Pucillo A L, Schechter A G, Moggio R A, Kay R H, Tenner M S, Herman M V
Department of Medicine, New York Medical College, Valhalla.
Chest. 1990 Jan;97(1):106-10. doi: 10.1378/chest.97.1.106.
Operative repair of ascending thoracic aortic dissection and aneurysm often involves the placement of prosthetic aortic conduits and stents with wrapping of the native aorta around the prosthetic device. Postoperative assessment has been clinical because of the absence of an adequate noninvasive imaging modality and a reluctance to perform invasive contrast aortography. Magnetic resonance imaging was performed on ten patients after operative placement of a prosthetic ascending aortic graft. The MR images were reviewed and a grading system was devised based on appearance of the operative site. An increase in MR signal was noted in some patients between the graft and wrapped native vessel. In 20 percent of patients vascular lumen compromise was noted.

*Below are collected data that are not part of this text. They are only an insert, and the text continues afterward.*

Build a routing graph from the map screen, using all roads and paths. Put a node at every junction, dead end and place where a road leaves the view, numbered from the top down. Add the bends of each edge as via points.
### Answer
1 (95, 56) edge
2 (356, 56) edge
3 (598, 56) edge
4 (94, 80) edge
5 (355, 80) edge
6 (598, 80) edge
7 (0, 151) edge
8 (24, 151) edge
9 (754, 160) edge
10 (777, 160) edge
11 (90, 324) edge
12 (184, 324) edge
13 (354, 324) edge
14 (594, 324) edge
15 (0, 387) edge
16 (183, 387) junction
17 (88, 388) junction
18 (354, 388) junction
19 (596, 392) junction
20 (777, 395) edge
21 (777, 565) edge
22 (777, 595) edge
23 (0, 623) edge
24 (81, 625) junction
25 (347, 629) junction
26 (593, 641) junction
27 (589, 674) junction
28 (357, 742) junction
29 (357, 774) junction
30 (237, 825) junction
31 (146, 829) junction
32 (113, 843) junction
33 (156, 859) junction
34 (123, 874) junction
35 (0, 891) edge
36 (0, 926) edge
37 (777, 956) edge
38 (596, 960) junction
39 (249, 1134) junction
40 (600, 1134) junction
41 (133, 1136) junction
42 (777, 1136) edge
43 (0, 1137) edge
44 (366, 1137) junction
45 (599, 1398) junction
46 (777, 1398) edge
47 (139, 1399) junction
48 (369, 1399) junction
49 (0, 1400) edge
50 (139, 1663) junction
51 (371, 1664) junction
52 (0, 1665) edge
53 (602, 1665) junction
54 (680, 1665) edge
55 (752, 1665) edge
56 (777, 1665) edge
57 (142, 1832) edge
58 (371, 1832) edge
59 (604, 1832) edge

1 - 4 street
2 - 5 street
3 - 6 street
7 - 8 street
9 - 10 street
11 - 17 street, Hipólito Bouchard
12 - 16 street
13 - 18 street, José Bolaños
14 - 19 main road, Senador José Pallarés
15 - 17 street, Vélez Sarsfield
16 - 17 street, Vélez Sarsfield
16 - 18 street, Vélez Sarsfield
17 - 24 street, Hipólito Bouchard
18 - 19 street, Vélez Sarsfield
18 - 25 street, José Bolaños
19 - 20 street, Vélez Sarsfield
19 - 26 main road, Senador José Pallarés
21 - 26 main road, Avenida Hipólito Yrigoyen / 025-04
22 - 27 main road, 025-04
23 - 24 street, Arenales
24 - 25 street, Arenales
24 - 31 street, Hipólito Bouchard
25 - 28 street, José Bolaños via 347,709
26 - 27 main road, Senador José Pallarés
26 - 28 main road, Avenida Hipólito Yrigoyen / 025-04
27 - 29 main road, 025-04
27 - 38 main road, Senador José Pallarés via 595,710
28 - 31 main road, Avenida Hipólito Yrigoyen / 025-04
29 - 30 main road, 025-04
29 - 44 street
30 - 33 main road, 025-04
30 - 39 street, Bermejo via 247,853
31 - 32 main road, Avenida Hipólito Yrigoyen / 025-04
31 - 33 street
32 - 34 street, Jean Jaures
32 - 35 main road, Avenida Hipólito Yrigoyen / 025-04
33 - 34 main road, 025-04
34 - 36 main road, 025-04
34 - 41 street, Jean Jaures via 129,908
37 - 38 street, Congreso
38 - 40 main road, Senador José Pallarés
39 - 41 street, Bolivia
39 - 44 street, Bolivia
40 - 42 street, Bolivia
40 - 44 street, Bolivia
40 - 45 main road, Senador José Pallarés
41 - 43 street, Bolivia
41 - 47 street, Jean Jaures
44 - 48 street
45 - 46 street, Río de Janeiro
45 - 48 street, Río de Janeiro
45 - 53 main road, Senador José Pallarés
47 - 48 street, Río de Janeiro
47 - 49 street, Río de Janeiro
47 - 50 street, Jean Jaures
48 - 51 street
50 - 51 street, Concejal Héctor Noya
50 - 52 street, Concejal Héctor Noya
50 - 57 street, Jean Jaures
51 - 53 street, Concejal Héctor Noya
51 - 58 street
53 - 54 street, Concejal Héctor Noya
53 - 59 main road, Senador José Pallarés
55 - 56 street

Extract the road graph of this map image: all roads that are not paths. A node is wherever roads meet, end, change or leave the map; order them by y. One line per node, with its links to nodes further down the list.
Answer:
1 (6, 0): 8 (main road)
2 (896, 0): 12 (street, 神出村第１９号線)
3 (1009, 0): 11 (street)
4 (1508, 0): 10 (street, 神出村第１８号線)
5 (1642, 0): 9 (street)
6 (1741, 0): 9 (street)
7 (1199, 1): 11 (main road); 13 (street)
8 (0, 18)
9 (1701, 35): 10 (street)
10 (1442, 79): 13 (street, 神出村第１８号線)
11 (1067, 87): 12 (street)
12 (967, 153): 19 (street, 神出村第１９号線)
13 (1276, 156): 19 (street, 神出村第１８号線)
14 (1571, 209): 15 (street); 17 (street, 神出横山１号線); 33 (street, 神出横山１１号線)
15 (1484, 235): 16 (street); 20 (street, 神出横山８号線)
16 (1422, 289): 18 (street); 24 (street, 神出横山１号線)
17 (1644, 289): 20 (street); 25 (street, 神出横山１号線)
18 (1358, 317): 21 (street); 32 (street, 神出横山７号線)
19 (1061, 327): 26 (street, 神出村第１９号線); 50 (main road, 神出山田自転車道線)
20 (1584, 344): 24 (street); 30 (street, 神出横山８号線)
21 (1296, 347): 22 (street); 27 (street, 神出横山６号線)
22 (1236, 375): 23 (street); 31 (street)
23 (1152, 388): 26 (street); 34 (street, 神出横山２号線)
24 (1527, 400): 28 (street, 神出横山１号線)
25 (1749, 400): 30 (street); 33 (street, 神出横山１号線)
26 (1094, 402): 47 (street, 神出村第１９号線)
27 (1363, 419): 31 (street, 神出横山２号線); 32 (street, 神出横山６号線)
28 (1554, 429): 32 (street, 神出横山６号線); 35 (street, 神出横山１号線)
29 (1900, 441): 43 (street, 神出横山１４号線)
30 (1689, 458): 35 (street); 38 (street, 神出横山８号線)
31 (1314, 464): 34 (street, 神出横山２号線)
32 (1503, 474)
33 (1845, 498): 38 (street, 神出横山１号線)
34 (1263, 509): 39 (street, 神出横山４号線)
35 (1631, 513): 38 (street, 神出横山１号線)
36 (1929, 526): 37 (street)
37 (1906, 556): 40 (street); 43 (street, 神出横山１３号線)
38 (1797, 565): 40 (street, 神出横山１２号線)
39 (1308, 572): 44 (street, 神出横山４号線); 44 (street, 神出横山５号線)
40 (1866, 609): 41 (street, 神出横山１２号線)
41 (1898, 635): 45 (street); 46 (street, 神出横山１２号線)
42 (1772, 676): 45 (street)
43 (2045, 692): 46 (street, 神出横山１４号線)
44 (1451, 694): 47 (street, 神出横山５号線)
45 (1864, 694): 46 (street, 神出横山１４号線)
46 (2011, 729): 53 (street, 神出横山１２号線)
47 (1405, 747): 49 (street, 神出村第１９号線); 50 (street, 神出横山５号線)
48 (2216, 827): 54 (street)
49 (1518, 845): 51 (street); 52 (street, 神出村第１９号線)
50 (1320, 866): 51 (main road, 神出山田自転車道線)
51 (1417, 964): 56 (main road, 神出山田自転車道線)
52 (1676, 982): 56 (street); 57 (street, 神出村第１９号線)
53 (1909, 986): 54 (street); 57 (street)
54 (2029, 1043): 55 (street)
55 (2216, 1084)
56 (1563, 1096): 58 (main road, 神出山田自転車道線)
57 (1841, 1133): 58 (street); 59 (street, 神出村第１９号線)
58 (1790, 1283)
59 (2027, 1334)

Magnetic resonance imaging offers a noninvasive technique to assess postoperative complications and offers a viable alternative to invasive contrast aortography.
升主动脉夹层和动脉瘤的手术修复通常涉及放置人工主动脉导管和支架,并将天然主动脉包裹在人工装置周围。由于缺乏足够的非侵入性成像方式以及不愿进行侵入性对比主动脉造影,术后评估一直是临床评估。对10例接受人工升主动脉移植手术的患者进行了磁共振成像检查。对磁共振图像进行了回顾,并根据手术部位的外观设计了一个分级系统。在一些患者中,移植血管与包裹的天然血管之间的磁共振信号有所增加。在20%的患者中发现了血管腔受压情况。磁共振成像提供了一种评估术后并发症的非侵入性技术,是侵入性对比主动脉造影的可行替代方法。